# My car runs rich & black smoke out the tailpipe



## 91 Nissan (Jul 19, 2005)

Hi guys & girls. I have a 91 Sentra w/1.6. I have black smoke coming out the tail pipe & it's running rich, I read in some of the other posts that my coil may be weak. I just got the car & replaced the timing chain, plugs, Fuel injectors, Fuel pressure regulator, O2 sensor , gutted cat (it was stopped up). If there are any other suggestions I am open to them. his car is driving me crazy. All the plugs have carbon on them. Also, any good ideas for a good coil. Thanks for the posts & all replies I get.


----------



## Twiz (Aug 24, 2004)

Is the car burning oil ? Do you have to add oil to your engine every week ? I'd replace the PCV valve and check anything that'd cause the engine to run rich... check the MAF and O2 sensor... I'm sure the ECU has to say something... finally I'd get a compression check. Did you spray any cleaner inside the throttle body or inside the cylinders ?


----------



## anobii (Jun 13, 2004)

if the vacuum line going to the fuel pressure regulator is not pluged up or has a hole in it that will cause it to roll black smoke and have no power id check that.


----------



## 91 Nissan (Jul 19, 2005)

*Thanks Gonna check*



Twiz said:


> Is the car burning oil ? Do you have to add oil to your engine every week ? I'd replace the PCV valve and check anything that'd cause the engine to run rich... check the MAF and O2 sensor... I'm sure the ECU has to say something... finally I'd get a compression check. Did you spray any cleaner inside the throttle body or inside the cylinders ?
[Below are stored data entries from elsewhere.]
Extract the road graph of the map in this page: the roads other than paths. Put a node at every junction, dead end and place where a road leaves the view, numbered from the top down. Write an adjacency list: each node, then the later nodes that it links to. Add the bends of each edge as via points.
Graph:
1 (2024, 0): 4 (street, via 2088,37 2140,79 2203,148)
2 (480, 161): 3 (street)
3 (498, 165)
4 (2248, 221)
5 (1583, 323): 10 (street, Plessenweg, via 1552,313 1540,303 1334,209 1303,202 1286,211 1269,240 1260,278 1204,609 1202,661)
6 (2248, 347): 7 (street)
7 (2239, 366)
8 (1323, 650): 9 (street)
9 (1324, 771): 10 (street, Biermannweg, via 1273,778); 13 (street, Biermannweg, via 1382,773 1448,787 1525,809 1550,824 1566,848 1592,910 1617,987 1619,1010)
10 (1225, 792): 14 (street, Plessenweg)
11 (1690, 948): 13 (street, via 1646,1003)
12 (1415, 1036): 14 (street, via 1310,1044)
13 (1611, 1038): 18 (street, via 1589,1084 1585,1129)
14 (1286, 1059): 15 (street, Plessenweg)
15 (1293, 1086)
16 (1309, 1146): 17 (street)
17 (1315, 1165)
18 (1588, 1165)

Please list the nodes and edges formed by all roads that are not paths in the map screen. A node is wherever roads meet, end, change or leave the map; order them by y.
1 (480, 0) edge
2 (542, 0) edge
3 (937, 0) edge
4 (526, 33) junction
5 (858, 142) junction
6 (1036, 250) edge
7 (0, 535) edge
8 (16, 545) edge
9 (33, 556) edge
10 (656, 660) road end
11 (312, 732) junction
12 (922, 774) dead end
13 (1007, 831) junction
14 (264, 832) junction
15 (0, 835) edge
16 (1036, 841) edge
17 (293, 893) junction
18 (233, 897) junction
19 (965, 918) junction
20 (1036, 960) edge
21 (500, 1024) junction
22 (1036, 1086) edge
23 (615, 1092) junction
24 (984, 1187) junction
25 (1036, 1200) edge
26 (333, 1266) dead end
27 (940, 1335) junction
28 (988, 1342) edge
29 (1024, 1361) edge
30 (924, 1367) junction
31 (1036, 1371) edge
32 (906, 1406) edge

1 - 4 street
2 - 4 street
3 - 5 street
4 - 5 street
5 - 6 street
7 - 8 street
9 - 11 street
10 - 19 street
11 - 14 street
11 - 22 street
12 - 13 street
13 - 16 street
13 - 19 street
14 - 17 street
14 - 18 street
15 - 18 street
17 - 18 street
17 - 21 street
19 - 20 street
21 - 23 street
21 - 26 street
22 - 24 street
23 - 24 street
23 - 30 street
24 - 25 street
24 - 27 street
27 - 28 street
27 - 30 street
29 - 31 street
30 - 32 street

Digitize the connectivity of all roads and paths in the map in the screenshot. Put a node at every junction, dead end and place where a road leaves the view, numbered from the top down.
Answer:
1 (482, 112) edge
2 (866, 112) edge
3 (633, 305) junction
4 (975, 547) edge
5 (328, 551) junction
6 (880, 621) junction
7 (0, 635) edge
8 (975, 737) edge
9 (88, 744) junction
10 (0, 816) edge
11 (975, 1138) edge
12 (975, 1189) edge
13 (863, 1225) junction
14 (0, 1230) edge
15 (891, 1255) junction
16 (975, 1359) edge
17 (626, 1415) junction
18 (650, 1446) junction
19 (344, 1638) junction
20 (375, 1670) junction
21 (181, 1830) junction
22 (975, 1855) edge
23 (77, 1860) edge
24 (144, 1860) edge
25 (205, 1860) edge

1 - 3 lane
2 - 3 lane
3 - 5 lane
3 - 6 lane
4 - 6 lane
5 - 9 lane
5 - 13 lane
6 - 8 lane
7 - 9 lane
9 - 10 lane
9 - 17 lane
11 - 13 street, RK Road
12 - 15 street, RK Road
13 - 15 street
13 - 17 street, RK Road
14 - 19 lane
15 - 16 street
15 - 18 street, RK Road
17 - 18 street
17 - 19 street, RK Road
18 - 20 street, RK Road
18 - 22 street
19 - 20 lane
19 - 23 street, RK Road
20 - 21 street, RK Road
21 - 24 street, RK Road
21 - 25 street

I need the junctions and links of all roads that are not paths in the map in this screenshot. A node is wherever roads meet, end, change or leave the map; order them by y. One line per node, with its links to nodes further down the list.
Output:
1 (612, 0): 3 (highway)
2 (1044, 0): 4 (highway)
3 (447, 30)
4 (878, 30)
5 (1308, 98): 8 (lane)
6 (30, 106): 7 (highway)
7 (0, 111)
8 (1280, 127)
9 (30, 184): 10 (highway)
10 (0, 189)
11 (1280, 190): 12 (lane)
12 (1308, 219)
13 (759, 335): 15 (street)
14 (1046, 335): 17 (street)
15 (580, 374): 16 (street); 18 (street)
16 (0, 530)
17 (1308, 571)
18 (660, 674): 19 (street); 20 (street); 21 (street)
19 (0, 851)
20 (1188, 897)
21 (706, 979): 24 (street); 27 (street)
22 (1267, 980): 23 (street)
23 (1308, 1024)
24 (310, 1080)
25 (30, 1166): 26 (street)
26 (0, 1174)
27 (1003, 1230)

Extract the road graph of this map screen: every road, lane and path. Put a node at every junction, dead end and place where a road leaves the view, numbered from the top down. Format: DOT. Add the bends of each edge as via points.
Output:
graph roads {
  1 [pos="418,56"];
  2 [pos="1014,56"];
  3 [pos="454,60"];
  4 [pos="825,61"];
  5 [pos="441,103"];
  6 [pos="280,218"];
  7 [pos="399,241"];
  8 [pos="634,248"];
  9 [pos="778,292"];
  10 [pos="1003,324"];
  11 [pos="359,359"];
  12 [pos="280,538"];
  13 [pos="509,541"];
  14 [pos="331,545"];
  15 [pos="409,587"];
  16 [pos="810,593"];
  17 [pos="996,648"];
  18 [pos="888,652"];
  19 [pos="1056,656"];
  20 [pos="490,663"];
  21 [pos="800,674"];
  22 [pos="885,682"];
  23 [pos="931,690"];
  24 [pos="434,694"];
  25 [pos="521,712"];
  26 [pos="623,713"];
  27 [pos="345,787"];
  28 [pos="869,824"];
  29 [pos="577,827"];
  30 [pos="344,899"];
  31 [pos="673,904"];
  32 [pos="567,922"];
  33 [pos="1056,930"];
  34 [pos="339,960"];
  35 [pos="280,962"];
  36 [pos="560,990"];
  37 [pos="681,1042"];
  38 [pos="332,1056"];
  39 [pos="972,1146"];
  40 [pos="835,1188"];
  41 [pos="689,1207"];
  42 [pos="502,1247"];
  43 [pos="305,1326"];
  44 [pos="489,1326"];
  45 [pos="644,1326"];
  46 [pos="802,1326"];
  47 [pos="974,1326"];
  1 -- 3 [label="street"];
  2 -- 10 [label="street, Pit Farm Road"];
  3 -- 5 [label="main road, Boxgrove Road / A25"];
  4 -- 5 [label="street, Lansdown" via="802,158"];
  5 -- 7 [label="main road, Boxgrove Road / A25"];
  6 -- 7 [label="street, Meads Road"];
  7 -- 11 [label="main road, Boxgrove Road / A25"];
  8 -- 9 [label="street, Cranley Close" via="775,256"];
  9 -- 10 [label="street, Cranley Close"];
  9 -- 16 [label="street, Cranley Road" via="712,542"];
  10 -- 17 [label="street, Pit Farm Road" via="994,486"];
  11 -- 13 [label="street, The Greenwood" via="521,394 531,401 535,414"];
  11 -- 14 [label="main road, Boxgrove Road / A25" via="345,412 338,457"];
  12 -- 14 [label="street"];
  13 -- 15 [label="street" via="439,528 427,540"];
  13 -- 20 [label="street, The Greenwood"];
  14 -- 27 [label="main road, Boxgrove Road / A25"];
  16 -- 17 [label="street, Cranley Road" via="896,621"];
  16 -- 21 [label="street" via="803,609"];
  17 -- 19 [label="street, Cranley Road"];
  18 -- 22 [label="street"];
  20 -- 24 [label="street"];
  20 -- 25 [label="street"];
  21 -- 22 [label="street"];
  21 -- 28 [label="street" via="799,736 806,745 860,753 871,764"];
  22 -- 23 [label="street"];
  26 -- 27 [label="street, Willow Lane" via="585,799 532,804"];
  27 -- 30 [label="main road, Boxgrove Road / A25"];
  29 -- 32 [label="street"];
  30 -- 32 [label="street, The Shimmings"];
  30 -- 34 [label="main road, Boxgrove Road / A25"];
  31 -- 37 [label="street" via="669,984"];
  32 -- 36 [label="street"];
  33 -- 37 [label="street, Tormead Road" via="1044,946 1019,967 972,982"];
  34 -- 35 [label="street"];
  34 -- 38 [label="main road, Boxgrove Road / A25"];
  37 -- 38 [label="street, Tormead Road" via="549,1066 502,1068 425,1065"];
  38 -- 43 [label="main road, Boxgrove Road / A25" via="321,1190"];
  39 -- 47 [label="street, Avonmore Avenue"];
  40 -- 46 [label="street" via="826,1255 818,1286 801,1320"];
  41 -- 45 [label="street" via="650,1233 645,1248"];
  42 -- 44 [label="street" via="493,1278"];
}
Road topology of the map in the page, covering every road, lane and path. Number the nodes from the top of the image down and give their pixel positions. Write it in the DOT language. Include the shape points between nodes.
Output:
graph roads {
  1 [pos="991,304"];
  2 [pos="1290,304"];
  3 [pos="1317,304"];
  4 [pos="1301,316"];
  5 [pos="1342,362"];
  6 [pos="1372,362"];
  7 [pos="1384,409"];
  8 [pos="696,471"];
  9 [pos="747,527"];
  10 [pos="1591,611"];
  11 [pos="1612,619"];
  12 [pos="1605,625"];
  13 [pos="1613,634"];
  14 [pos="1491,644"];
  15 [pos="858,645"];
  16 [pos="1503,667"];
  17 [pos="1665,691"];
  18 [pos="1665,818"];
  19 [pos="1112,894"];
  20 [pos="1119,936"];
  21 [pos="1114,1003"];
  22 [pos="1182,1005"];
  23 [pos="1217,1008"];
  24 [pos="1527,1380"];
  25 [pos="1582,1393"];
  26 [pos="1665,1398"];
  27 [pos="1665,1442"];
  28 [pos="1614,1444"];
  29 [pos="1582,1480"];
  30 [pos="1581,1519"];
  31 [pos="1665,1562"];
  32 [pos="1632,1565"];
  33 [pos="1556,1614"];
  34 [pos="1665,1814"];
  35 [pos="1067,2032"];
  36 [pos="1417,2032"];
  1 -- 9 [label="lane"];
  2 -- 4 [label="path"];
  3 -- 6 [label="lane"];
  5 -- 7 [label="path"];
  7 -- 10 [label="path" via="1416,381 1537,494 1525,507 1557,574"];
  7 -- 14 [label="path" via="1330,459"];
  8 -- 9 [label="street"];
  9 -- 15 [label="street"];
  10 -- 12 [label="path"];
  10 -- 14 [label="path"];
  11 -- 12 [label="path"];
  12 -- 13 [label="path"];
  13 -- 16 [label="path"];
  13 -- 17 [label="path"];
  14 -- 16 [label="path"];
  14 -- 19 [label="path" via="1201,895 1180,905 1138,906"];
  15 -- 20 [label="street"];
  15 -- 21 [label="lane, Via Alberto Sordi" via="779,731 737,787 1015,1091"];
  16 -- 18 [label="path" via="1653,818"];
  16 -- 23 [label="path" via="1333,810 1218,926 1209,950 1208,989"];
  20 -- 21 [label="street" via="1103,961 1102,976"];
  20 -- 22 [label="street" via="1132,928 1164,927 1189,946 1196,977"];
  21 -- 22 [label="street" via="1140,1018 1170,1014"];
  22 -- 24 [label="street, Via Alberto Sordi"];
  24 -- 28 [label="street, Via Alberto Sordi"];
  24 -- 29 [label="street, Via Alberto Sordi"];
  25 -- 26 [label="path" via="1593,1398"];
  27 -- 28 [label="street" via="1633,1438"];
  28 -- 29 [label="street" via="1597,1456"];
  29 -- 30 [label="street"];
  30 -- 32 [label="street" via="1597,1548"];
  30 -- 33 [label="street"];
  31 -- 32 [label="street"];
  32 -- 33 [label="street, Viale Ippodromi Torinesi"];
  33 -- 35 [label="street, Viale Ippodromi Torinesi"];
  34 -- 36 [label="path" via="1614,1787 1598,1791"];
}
I haven't had a chance to drive it because I'm getting a title for it this week, so i dont know if its burning oil. I checked the ECU & it had no codes. I've replaced the O2 sensor, fuel injectors & fuel pressure regulator,just replaced coil, going to replace plugs again ( I think they might be fouled again ), timming chain, & the air sensor on the air filter housing. I also just put a pcv valve in. I will try a compression check & clean the inside of the intake.Thanks for your info, I'll try this weekend. :thumbup:


----------



## 91 Nissan (Jul 19, 2005)

*Thanks Gonna check*

:thumbup:


anobii said:


> if the vacuum line going to the fuel pressure regulator is not pluged up or has a hole in it that will cause it to roll black smoke and have no power id check that.


OK thanks. I replaced the injectors, line & regulator & didn't check if I still had vacuum. I'll check on that this weekend. :thumbup:


----------